I just wrote to people I admired on social media, in the hopes that they would agree to be part of the adventure. I was already friends with Nick on Facebook (I don’t remember how!), same with Azymuth [pioneering Brazilian funk band] bassist Alex Malheiros. And I reached out to Omar on Instagram…

I talked to Nick about Alex, to convince both to join. Unsurprisingly, they knew of each other, which helped. Then I talked about Nick and Alex to Omar. That part was a little trickier because I had to go through his manager rather than talk to the man himself, but it worked!


  1. How did the recording take place?

For obvious reasons, the EP was largely recorded virtually, with all guests doing their parts separately. On my end, there was no recording studio per se, nor did I have a fancy keyboard to play on. I had been known to borrow a few vintage keyboards in the past…

My home instrument is a digital Nord keyboard. It does emulate vintage keyboards but is still digital. For the first EP, Paul wanted to use the real thing, so we found a Rhodes keyboard, then General Elektriks’ Hervé Salters [who is featured on the record] lent us his clavinet.

For Une Histoire d’Amour Brésilienne, everything was made from home using my Nord keyboard. I would spend most of my time recording ideas on my phone which I would then transcribe on the piano.

I would send the demo around, musicians sent their parts back, then I would edit the piece based on its original intent. I was very much the sole producer on this one. We had a few home sessions with the guitarist to set the mood, the bassist and drummer worked entirely remotely: that was about it. Except that I went back to Charis for mixing: I know my limits…


  1. When will we get to hear you perform the work?

We had a few sets planned in Paris, but the rehearsals had to be canceled because of Covid. Now, I’m preparing for the work to be played live on my own. There is a chance we will perform with the label’s own in-house band, NCY Milky Band: they have a great line-up, and they like my stuff! As to where we will perform, it will probably be in France more than any other place, since that is where we got the most media coverage so far…

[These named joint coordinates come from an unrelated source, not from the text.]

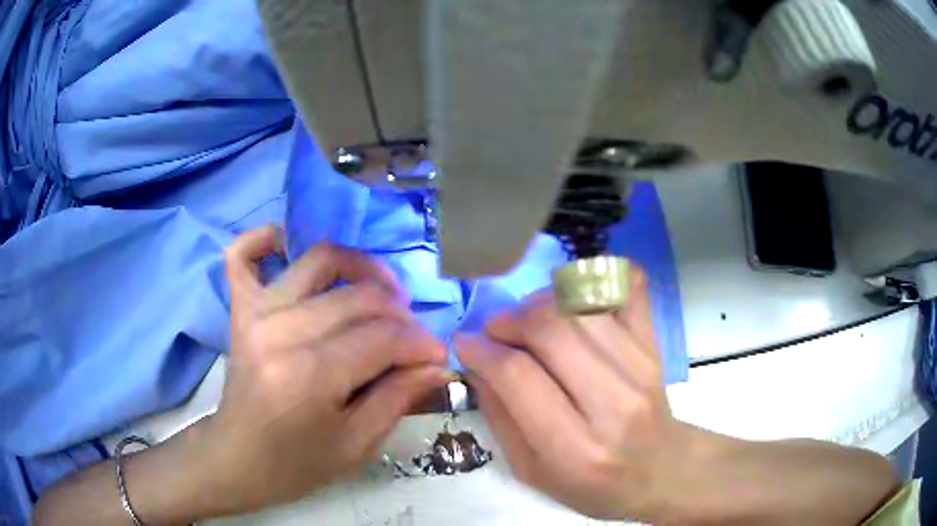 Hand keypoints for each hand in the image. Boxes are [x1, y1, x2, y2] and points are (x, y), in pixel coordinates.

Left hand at [204, 226, 448, 513]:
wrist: (237, 458)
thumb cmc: (296, 464)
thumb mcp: (356, 446)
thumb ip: (398, 399)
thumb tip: (436, 364)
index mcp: (310, 375)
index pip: (383, 339)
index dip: (421, 344)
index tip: (438, 356)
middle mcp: (281, 331)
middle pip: (359, 298)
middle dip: (401, 315)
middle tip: (413, 338)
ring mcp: (256, 313)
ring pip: (320, 262)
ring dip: (362, 268)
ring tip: (382, 293)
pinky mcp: (239, 308)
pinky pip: (243, 255)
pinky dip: (266, 239)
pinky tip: (290, 247)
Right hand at [457, 266, 697, 521]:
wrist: (658, 471)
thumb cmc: (591, 485)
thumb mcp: (531, 471)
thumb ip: (500, 417)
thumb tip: (477, 363)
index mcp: (574, 447)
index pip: (518, 376)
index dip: (482, 350)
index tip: (466, 342)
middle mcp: (612, 402)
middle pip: (550, 330)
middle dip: (509, 320)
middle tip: (496, 331)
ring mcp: (640, 367)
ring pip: (581, 304)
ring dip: (541, 302)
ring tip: (529, 322)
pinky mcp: (654, 345)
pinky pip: (629, 288)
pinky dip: (598, 277)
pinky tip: (575, 296) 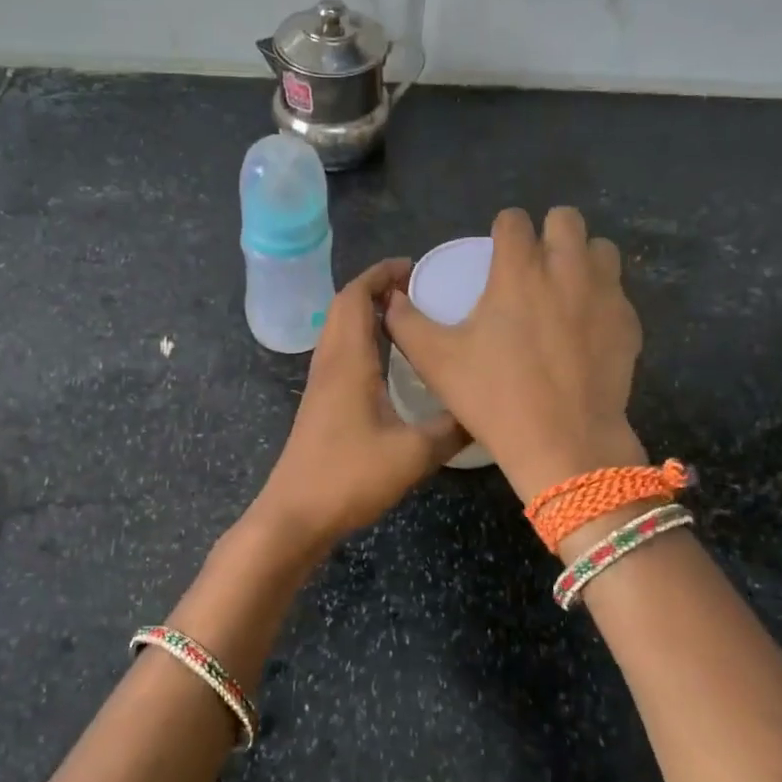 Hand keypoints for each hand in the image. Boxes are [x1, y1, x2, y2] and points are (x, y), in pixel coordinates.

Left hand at [251, 258, 468, 547]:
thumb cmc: (350, 476)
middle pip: (344, 307)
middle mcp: (329, 363)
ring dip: (367, 313)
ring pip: (340, 330)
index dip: (380, 275)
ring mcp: (320, 384)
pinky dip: (362, 340)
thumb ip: (452, 428)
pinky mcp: (320, 404)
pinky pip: (340, 353)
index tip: (413, 267)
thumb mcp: (414, 453)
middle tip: (417, 288)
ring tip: (408, 316)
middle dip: (376, 288)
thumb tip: (485, 409)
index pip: (355, 297)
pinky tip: (389, 361)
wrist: (296, 514)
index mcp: (348, 361)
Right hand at [385, 207, 646, 503]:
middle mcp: (567, 269)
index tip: (497, 251)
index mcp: (519, 270)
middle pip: (566, 218)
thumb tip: (391, 298)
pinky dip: (600, 297)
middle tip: (532, 265)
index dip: (502, 230)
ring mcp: (605, 295)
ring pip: (600, 249)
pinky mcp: (629, 323)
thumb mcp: (435, 361)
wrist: (565, 443)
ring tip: (563, 288)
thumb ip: (406, 322)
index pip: (514, 219)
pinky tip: (584, 329)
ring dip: (580, 258)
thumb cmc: (494, 397)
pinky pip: (617, 291)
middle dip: (547, 232) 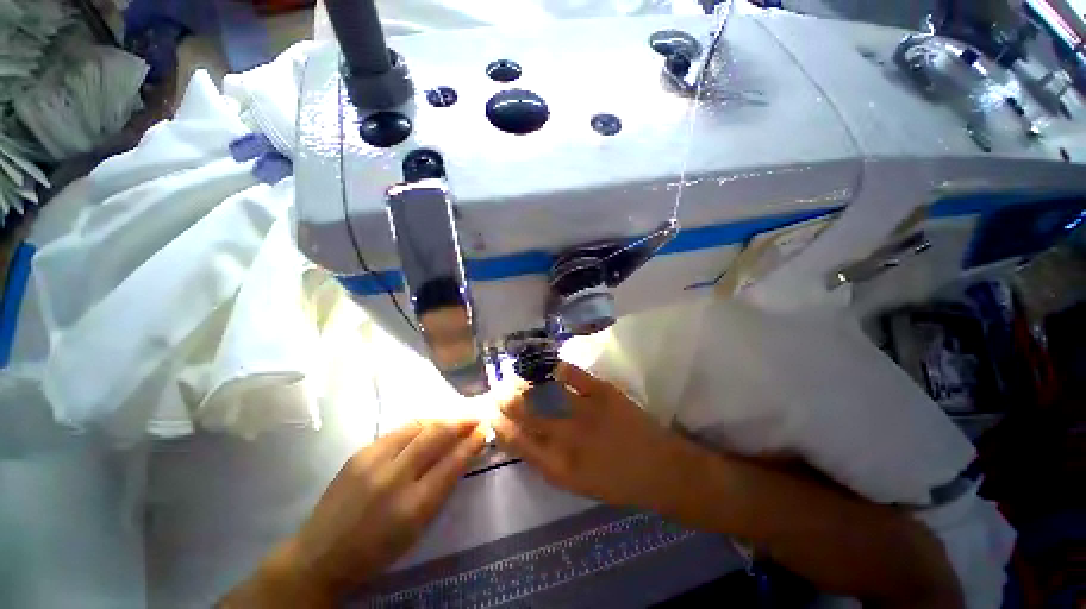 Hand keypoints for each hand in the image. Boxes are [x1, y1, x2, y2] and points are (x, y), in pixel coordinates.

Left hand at [223, 419, 486, 606]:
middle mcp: (393, 478)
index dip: (471, 443)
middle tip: (475, 418)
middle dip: (460, 423)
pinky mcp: (360, 452)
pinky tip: (427, 428)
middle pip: (435, 436)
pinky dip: (420, 426)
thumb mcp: (417, 527)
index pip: (451, 463)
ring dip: (441, 420)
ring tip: (454, 420)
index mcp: (412, 506)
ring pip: (417, 426)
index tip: (484, 430)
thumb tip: (463, 454)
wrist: (320, 554)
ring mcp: (373, 461)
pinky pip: (399, 431)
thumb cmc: (376, 549)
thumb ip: (441, 487)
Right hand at [493, 362, 699, 513]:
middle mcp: (568, 438)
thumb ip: (546, 461)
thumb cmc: (616, 482)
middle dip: (506, 401)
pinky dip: (555, 368)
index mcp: (559, 468)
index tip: (490, 415)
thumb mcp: (575, 483)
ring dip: (524, 384)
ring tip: (512, 378)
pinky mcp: (603, 392)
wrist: (660, 468)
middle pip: (527, 414)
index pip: (518, 443)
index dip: (500, 426)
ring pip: (545, 392)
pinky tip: (544, 366)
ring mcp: (586, 411)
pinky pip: (572, 375)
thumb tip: (521, 437)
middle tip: (497, 392) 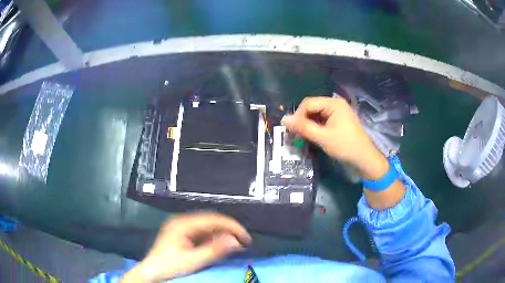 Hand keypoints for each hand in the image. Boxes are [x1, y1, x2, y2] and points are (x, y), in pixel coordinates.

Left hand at [121, 212, 251, 281]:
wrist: (153, 272)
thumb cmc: (170, 266)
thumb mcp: (193, 261)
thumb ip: (214, 251)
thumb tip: (235, 241)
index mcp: (182, 223)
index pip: (213, 219)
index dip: (231, 226)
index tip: (245, 237)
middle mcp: (182, 221)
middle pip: (211, 221)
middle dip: (228, 230)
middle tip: (243, 242)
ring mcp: (181, 227)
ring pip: (208, 226)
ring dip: (222, 234)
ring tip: (235, 245)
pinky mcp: (182, 234)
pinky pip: (202, 233)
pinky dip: (214, 238)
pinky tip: (221, 246)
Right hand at [282, 97, 381, 169]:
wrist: (364, 160)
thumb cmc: (345, 146)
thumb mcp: (323, 137)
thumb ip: (303, 127)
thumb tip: (283, 119)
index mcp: (333, 104)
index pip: (308, 103)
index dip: (297, 115)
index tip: (292, 130)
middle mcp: (335, 105)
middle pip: (311, 107)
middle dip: (302, 120)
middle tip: (296, 134)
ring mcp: (337, 113)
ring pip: (315, 115)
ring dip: (307, 124)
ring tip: (302, 136)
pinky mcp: (337, 122)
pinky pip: (321, 121)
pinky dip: (314, 128)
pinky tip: (310, 136) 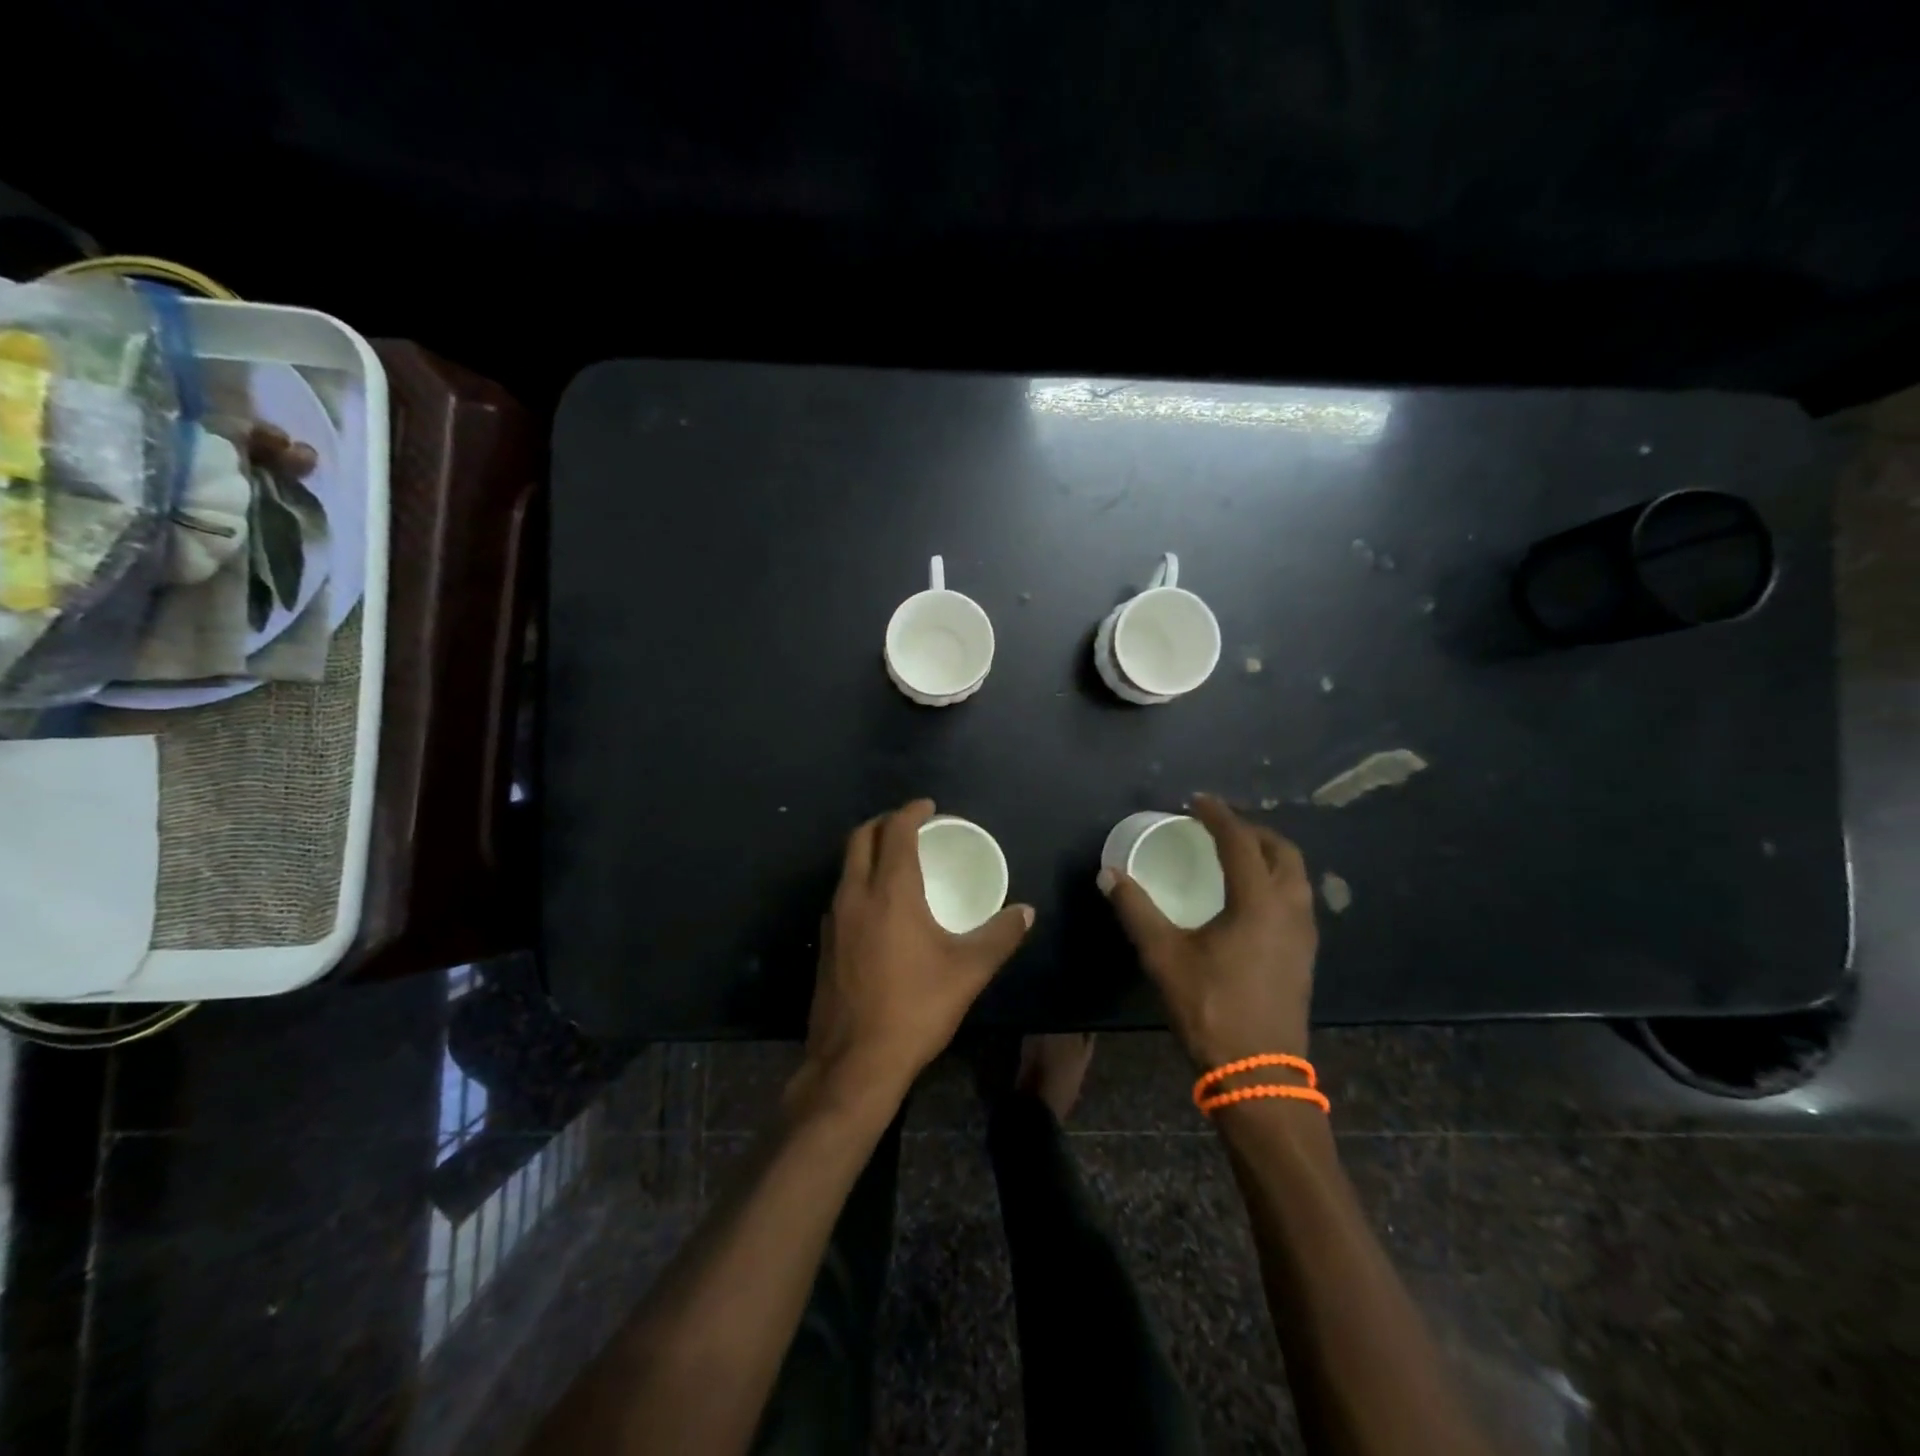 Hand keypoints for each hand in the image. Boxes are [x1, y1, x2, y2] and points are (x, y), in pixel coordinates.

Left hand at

  1. What is next for Le Commandant?

I have all sorts of projects. BMM Records asked if I would take part in a compilation project they have in the works, coming later in 2022. That one is a different beast: I’m working with a post-disco producer. It’s gonna be more club-oriented, French touch, disco-funk… Should be good.

As for the rest, I have 2 other EP’s already in the works, with most of the storylines already laid out. The third one is set to sound more like a film soundtrack, while I want the fourth one to be more hip hop-based. I’m already working on the artwork!